Top of Given information

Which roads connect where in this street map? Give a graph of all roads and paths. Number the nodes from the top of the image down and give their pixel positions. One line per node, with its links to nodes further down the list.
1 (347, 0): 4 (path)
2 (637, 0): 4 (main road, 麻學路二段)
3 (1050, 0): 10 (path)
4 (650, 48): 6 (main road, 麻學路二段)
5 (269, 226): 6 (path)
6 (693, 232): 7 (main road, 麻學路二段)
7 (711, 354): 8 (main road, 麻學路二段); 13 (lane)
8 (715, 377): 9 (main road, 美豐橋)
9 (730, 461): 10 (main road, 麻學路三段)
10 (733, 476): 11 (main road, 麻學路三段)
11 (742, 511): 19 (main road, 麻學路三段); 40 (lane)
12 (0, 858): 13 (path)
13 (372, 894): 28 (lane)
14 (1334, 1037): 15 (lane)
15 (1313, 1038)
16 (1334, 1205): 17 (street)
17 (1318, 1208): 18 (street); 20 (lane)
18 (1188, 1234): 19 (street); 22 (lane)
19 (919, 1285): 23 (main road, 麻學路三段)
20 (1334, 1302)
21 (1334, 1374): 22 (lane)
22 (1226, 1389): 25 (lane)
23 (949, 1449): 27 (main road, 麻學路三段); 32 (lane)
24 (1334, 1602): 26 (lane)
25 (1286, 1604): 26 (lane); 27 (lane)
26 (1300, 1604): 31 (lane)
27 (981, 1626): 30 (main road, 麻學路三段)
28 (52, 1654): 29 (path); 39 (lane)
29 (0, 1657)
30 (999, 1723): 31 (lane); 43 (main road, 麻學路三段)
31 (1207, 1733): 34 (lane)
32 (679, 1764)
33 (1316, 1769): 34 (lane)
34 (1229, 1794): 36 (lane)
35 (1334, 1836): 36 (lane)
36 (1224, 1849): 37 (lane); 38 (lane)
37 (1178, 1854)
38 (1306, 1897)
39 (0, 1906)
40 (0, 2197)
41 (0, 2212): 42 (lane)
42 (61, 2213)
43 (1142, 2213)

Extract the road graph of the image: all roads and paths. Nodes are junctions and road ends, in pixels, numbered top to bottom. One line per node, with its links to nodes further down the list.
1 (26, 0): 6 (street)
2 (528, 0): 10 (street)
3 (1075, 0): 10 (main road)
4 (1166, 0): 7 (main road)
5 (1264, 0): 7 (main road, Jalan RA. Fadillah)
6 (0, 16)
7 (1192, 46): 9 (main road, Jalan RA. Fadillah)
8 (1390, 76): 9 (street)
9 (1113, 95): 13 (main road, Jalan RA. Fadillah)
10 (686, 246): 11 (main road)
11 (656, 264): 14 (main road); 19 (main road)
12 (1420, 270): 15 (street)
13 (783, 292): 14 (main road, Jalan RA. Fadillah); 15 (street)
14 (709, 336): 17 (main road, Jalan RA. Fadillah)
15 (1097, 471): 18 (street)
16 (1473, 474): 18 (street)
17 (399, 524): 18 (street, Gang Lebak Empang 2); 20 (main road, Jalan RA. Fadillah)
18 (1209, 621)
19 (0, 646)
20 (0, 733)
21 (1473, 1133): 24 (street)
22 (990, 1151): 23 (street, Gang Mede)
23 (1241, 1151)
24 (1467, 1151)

Bottom of Given information

**Exercise**
Copy every line of the data above in which the string "Gang" appears.

**Solution to this problem**
17 (399, 524): 18 (street, Gang Lebak Empang 2); 20 (main road, Jalan RA. Fadillah)
22 (990, 1151): 23 (street, Gang Mede)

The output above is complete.